President Trump ordered U.S. troops to Saudi Arabia, which caused a ripple of risk aversion throughout global FX markets, which undermined the Canadian dollar in the process.

Today’s European FX session was lively thanks to flash Purchasing Manager Index data from France, Germany, and the Eurozone. German Markit Services PMI dropped to 41.4% from 43.5% in August. Eurozone Manufacturing PMI fell to 45.6 from 47.0%. EUR/USD declined to $1.0967 from $1.1024. That move triggered Canadian dollar selling due to broad U.S. dollar demand.

The British pound is a tad less perky than it was last Friday. GBP/USD slipped to $1.2424 from $1.2578 on Friday due to a combination of Brexit woes and Corporate drama. U.K. Travel company Thomas Cook collapsed, stranding 150,000 British travelers, which is just another negative to add to the GBP/USD sentiment ledger. U.K. Labour Party discord and various reports of no progress being made with resolving the Irish border issue raised fears that Britain was running out of time to avoid a "no-deal" Brexit on October 31.

The most recent round of U.S./China trade talks ended on Friday with both sides admitting the talks were "constructive." However, traders were not convinced after President Trump said he did not want a "partial deal" and after the Chinese delegation cancelled a scheduled trip to some Montana farms.
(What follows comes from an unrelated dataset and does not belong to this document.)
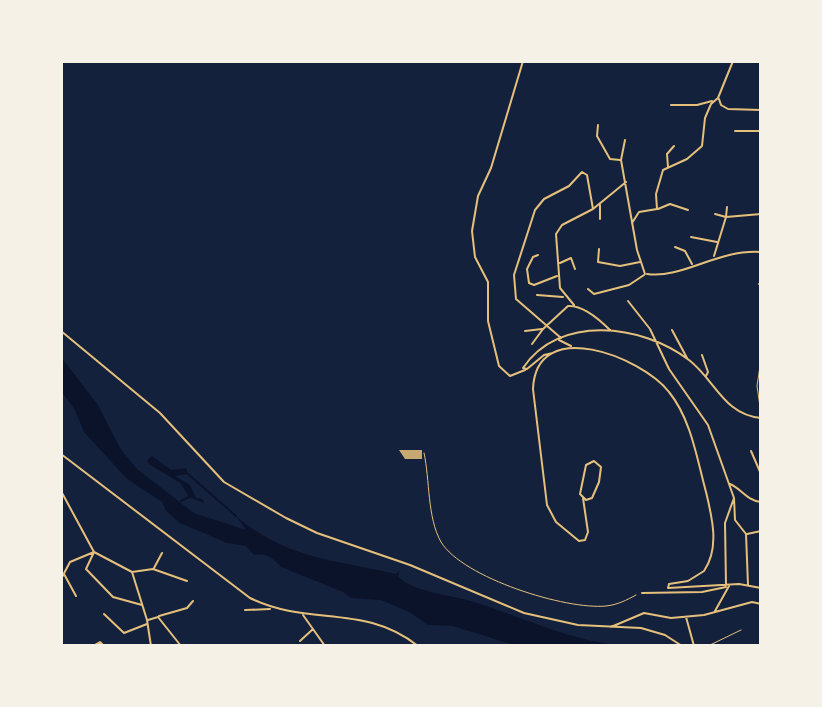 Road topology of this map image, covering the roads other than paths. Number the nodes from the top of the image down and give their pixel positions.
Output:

Bond traders were not impressed. The drove U.S. 10-year Treasury yields to 1.69% from 1.76%, and that move got the attention of USD/JPY traders. They sold the currency pair down to 107.32 from 107.77.

The Australian and New Zealand dollars saw some demand at the Asia open due to the China/U.S. trade talks, but the rally was short-lived. Prices peaked in the Asia afternoon and dropped steadily until finding a bottom in Europe. AUD/USD traders will hoping to get some currency direction guidance from tomorrows speech by Reserve Bank of Australia Governor Lowe.

There isn’t much in the way of actionable FX data available today.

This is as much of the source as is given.